Why, I bought some the other day! I have a record player right beside my monitor here, and I have records released in the oh-so-distant year of 2005 . . . in other words, don't lament the death of vinyl yet! For exactly some of the same reasons parent notes, vinyl is enjoying a bit of a comeback. Two of my newer ones (Sloan's 2003 "Action Pact" and ...Trail of Dead's 2005 "Worlds Apart" have some nicely on-par-with-oldskool artwork throughout, and at least, they're far beyond what I would have gotten with purchasing the CDs of each.
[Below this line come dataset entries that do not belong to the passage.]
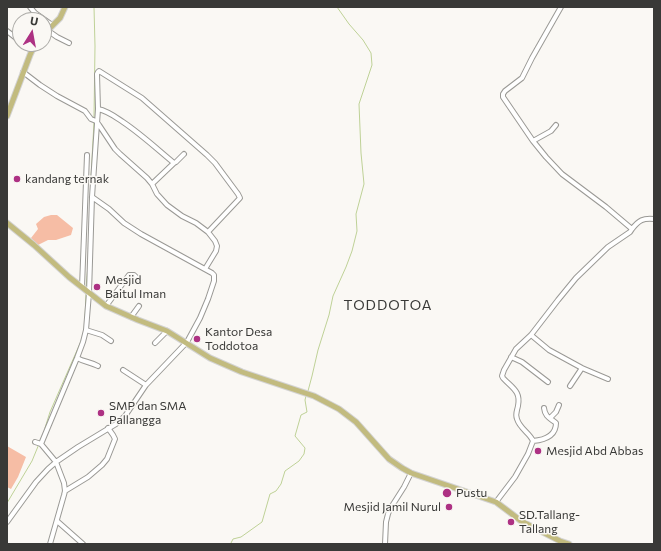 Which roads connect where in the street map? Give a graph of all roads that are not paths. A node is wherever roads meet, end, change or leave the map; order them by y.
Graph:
1 (65, 7) edge
2 (561, 7) edge
3 (52, 25) edge
4 (52, 35) edge
5 (69, 43) dead end
6 (32, 52) edge
7 (24, 72) junction
8 (98, 109) junction
9 (7, 116) edge
10 (95, 121) junction
11 (556, 125) dead end
12 (533, 141) junction
13 (184, 154) dead end
14 (87, 155) dead end
15 (174, 163) junction
16 (152, 184) junction
17 (92, 197) junction
18 (654, 219) edge
19 (7, 223) edge
20 (632, 229) junction
21 (208, 232) junction
22 (206, 269) junction
23 (139, 280) dead end
24 (86, 290) junction
25 (106, 306) junction
26 (139, 306) dead end
27 (131, 317) junction
28 (86, 330) junction
29 (167, 332) junction
30 (531, 334) junction
31 (111, 341) dead end
32 (155, 343) dead end
33 (186, 343) junction
34 (511, 357) junction
35 (77, 358) junction
36 (98, 366) dead end
37 (582, 368) junction
38 (123, 370) dead end
39 (608, 379) dead end
40 (548, 382) dead end
41 (146, 384) junction
42 (570, 386) dead end
43 (559, 405) dead end
44 (544, 408) dead end
45 (550, 418) junction
46 (108, 428) junction
47 (533, 441) junction
48 (56, 462) junction
49 (411, 473) junction
50 (65, 491) junction
51 (496, 502) junction
52 (57, 521) junction
53 (7, 522) edge
54 (50, 544) edge
55 (84, 544) edge
56 (385, 544) edge
57 (569, 544) edge

1 - 3 main road
2 - 12 street
4 - 5 street
6 - 7 main road
7 - 9 main road
7 - 10 street
8 - 10 street
8 - 15 street
8 - 21 street
10 - 16 street
10 - 17 street
11 - 12 street
12 - 20 street
13 - 15 street
14 - 24 street
15 - 16 street
16 - 21 street
17 - 22 street
17 - 24 street
18 - 20 street
19 - 24 main road
20 - 30 street
21 - 22 street
22 - 33 street
23 - 25 street
24 - 25 main road
24 - 28 street
25 - 27 main road
26 - 27 street
27 - 29 main road
28 - 31 street
28 - 35 street
29 - 32 street
29 - 33 main road
30 - 34 street
30 - 37 street
33 - 41 street
33 - 49 main road
34 - 40 street
34 - 47 street
35 - 36 street
35 - 48 street
37 - 39 street
37 - 42 street
38 - 41 street
41 - 46 street
43 - 45 street
44 - 45 street
45 - 47 street
46 - 48 street
46 - 50 street
47 - 51 street
48 - 50 street
48 - 53 street
49 - 51 main road
49 - 56 street
50 - 52 street
51 - 57 main road
52 - 54 street
52 - 55 street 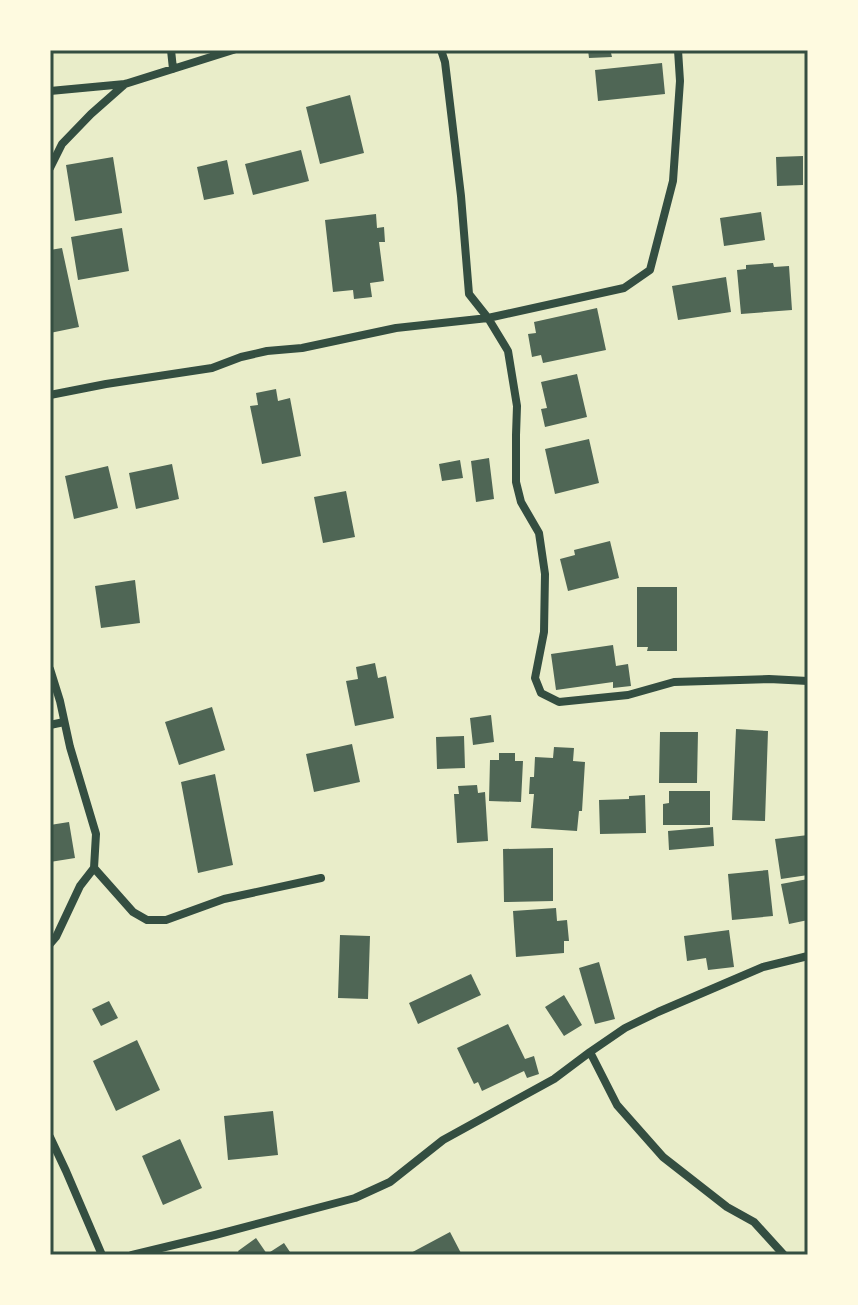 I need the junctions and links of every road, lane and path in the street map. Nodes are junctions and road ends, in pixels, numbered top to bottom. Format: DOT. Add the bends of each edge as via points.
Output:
graph roads {
  1 [pos="171,50"];
  2 [pos="233,50"];
  3 [pos="441,50"];
  4 [pos="678,50"];
  5 [pos="173,69"];
  6 [pos="125,84"];
  7 [pos="50,91"];
  8 [pos="50,168"];
  9 [pos="488,318"];
  10 [pos="50,395"];
  11 [pos="50,669"];
  12 [pos="808,681"];
  13 [pos="64,722"];
  14 [pos="50,725"];
  15 [pos="94,868"];
  16 [pos="321,878"];
  17 [pos="50,944"];
  18 [pos="808,956"];
  19 [pos="590,1052"];
  20 [pos="50,1137"];
  21 [pos="102,1255"];
  22 [pos="132,1255"];
  23 [pos="784,1255"];
  1 -- 5 [label="street"];
  2 -- 5 [label="street"];
  3 -- 9 [label="street" via="469,294"];
  4 -- 9 [label="street" via="673,181 650,270 624,288"];
  5 -- 6 [label="street"];
  6 -- 7 [label="street"];
  6 -- 8 [label="street" via="62,144"];
  9 -- 10 [label="street" via="396,328 254,354 212,368"];
  9 -- 12 [label="street" via="508,351 517,406 516,482 539,533 545,574 544,632 535,678 541,693 559,702 628,695 674,682"];
  11 -- 13 [label="street"];
  13 -- 14 [label="street"];
  13 -- 15 [label="street" via="96,834"];
  15 -- 16 [label="street" via="133,912 147,920 166,920 224,899"];
  15 -- 17 [label="street"];
  18 -- 19 [label="street" via="763,967 658,1012"];
  19 -- 22 [label="street" via="554,1079 443,1140 390,1182 355,1198"];
  19 -- 23 [label="street" via="617,1105 663,1157 754,1222"];
  20 -- 21 [label="street"];
}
Okay, admittedly, it depends where you live. I actually spend most of my time in Edmonton, MiddleofnowhereAlberta, and here it's damn impossible to find new vinyl. Most of what I currently have I picked up from Zulu Records last time I was in Vancouver; every record store I went to there, though, had actual records, so I'd go as far as to say that in major cities across North America you'll be able to buy new vinyl with at most a small amount of hassle (the ones I picked up at Zulu Records were little pricier, if at all, than the CD version would be; and to be able to find an unopened copy of "Surfer Rosa" for less than a new CD of the album would be is just wonderous).
On a more topical sidenote; it does get a bit tricky when speaking of modern recordings, as to the sound quality. I was tempted to pick up a copy of "With Teeth" recently, but I resisted; true, the track order is even different and includes a song not on the "normal" version (Trent Reznor notably recently railed against the terrible lack of options for packaging nowadays with CDs, and so like he often does, the vinyl release of his latest album gives a big thumbs-up to vinyl collectors), but I had to admit that I already had the dualdisc version . . .
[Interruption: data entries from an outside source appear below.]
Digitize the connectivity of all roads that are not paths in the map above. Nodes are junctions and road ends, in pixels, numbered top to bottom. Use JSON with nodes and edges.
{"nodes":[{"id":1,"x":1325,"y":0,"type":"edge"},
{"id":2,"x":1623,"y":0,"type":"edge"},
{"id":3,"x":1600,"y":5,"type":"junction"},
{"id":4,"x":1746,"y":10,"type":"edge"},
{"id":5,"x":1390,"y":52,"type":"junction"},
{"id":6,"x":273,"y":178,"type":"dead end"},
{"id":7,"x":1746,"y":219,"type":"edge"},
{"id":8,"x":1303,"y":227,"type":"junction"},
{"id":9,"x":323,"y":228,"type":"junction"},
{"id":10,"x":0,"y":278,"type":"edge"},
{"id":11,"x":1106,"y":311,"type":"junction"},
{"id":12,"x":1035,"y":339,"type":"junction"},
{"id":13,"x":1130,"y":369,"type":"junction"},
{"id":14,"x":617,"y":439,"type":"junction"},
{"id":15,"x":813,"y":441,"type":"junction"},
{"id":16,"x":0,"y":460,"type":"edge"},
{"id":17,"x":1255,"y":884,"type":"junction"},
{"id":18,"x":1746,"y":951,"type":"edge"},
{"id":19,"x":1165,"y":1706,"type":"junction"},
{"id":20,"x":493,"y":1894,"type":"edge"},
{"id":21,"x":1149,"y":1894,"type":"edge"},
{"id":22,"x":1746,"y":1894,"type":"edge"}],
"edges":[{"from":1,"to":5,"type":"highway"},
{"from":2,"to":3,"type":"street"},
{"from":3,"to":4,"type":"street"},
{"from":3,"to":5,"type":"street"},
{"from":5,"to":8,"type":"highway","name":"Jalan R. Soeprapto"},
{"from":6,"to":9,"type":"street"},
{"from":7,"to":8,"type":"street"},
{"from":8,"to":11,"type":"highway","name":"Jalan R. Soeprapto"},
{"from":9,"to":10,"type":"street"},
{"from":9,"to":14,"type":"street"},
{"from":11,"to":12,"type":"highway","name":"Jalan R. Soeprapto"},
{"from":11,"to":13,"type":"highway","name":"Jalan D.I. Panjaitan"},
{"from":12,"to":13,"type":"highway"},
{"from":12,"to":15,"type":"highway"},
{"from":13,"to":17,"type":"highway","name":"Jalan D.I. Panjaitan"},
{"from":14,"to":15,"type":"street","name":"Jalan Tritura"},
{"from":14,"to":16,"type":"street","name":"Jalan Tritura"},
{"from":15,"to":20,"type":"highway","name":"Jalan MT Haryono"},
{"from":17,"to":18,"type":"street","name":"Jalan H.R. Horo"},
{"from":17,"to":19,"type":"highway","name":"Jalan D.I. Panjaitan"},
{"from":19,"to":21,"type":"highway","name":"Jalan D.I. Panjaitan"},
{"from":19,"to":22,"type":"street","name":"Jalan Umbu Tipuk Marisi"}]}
See, older albums would have been recorded with analog means, but anything relatively recent is going to have been recorded at least in a large part digitally, and mixed thusly and so forth. So often analog won't give you nearly the theoretical audio-quality increase that it used to with older releases. Furthermore, as is the case with the aforementioned dualdisc version of "With Teeth", the album might come in higher-than-CD quality digital, with characteristics that vinyl can't reproduce (in this example, having been recorded and engineered, by someone who really knows how to do this, in 5.1).
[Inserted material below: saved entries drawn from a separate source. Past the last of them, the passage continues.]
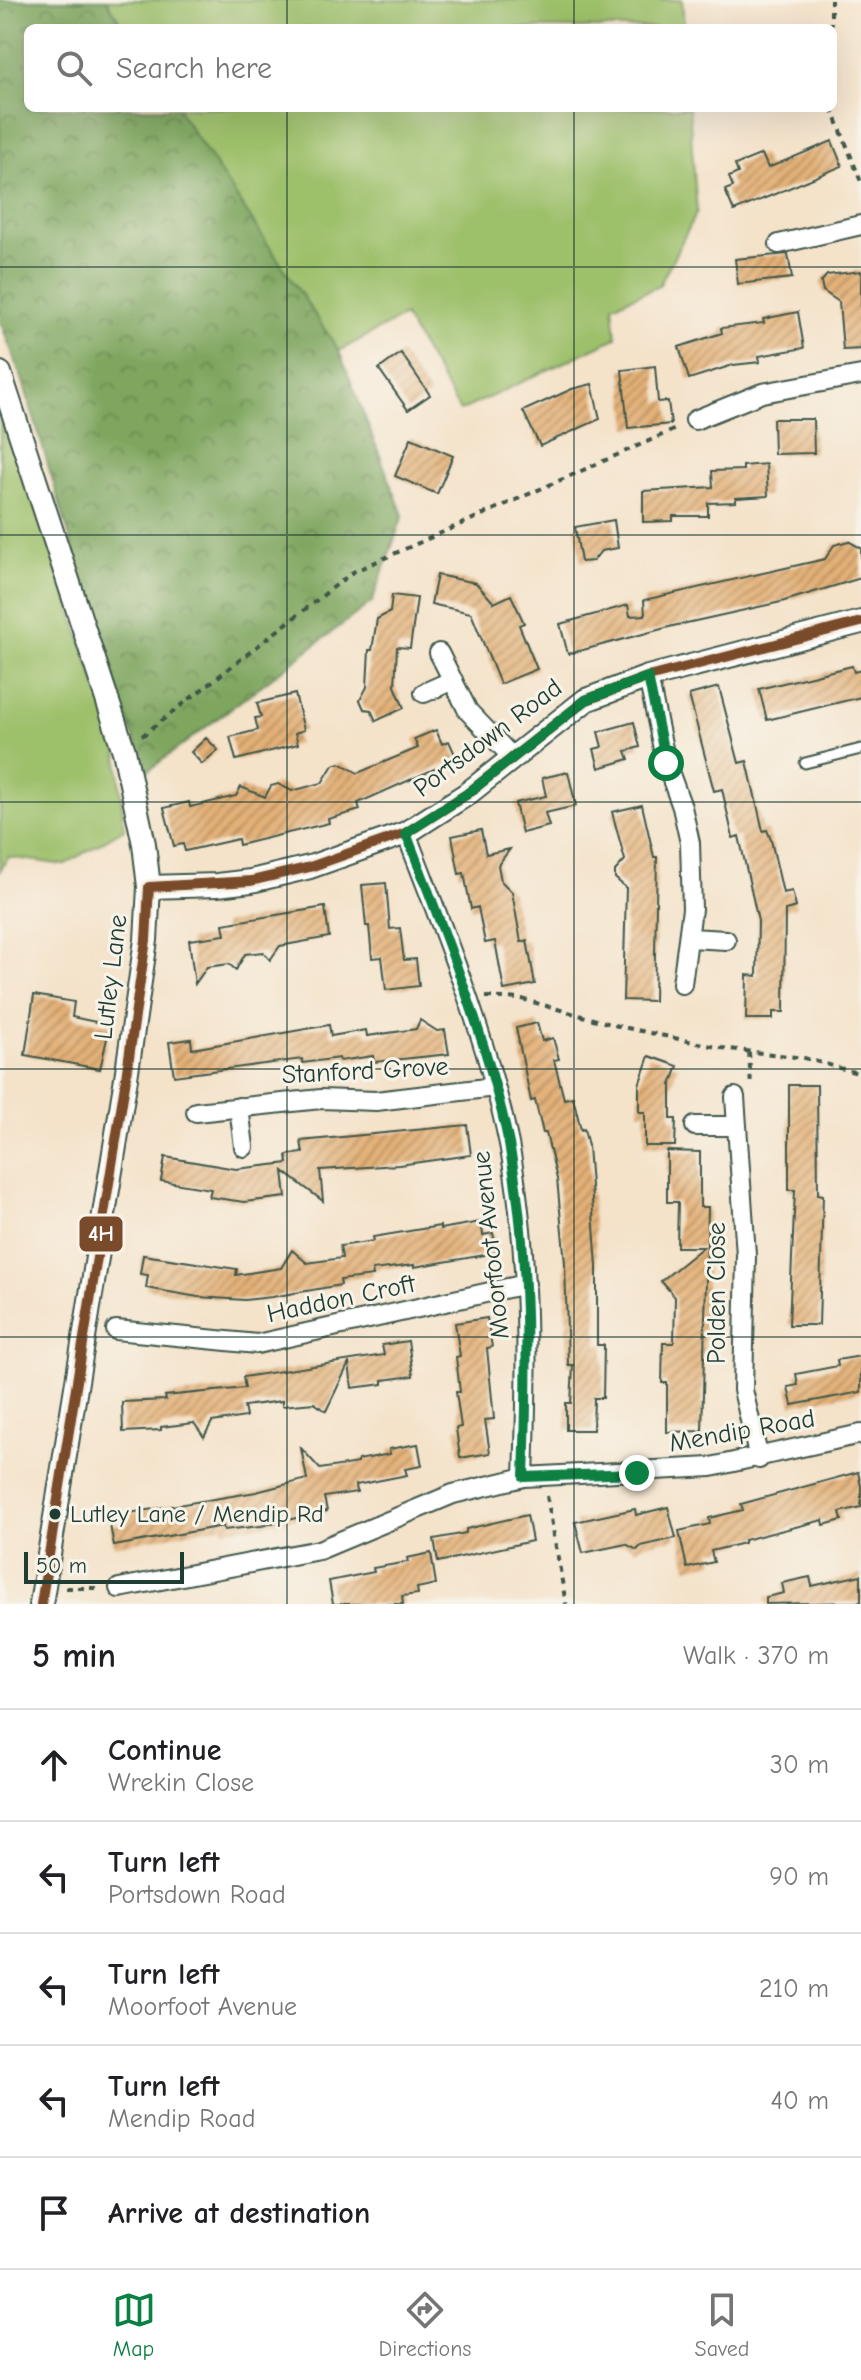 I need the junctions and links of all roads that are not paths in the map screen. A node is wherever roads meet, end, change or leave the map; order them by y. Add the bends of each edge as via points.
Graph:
1 (861, 225) edge
2 (779, 244) dead end
3 (0, 373) edge
4 (861, 375) edge
5 (695, 420) road end
6 (861, 622) edge
7 (439, 653) dead end
8 (648, 677) junction
9 (453, 680) junction
10 (424, 693) dead end
11 (861, 749) edge
12 (512, 757) junction
13 (805, 763) dead end
14 (406, 833) junction
15 (149, 887) junction
16 (690, 938) junction
17 (726, 940) dead end
18 (682, 984) dead end
19 (495, 1087) junction
20 (735, 1097) dead end
21 (239, 1107) junction
22 (196, 1112) dead end
23 (695, 1126) dead end
24 (735, 1126) junction
25 (244, 1147) dead end
26 (526, 1284) junction
27 (116, 1330) dead end
28 (861, 1434) edge
29 (759, 1459) junction
30 (524, 1477) junction
31 (119, 1588) road end
32 (43, 1596) edge

1 - 2 street
3 - 15 street, Lutley Lane via 124,751
4 - 5 street via 762,393
6 - 8 street, Portsdown Road
7 - 9 street
8 - 12 street, Portsdown Road via 586,700
8 - 16 street via 690,843
9 - 10 street
9 - 12 street via 468,711
11 - 13 lane
12 - 14 street, Portsdown Road
14 - 15 street, Portsdown Road via 310,867 251,881
14 - 19 street, Moorfoot Avenue via 468,996
15 - 32 street, Lutley Lane via 126,1078
16 - 17 street
16 - 18 street
19 - 21 street, Stanford Grove via 376,1101 321,1099
19 - 26 street, Moorfoot Avenue via 516,1191
20 - 24 street, Polden Close
21 - 22 street, Stanford Grove
21 - 25 street
23 - 24 street
24 - 29 street, Polden Close via 746,1255 743,1390
26 - 27 street, Haddon Croft via 257,1344
26 - 30 street, Moorfoot Avenue
28 - 29 street, Mendip Road
29 - 30 street, Mendip Road via 711,1467
30 - 31 street, Mendip Road via 453,1494 319,1550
So, alas, vinyl has its strong suits and its weaknesses. But it certainly beats iTMS quality, for more than just the cover art question, and I could never give up the ability to flip on Side B of "Surfer Rosa" and here that "whooooooooo-stop" as Where Is My Mind begins with those slight, slight crackles audible clearly at the insane volume I've turned it up to . . .
So, parent, props to you, I mostly agree, but I'm going to paraphrase: Break out the old turntable, grab a favorite vinyl from a store, and remember how music still can be!
I remember sigs. Oh, a simpler time!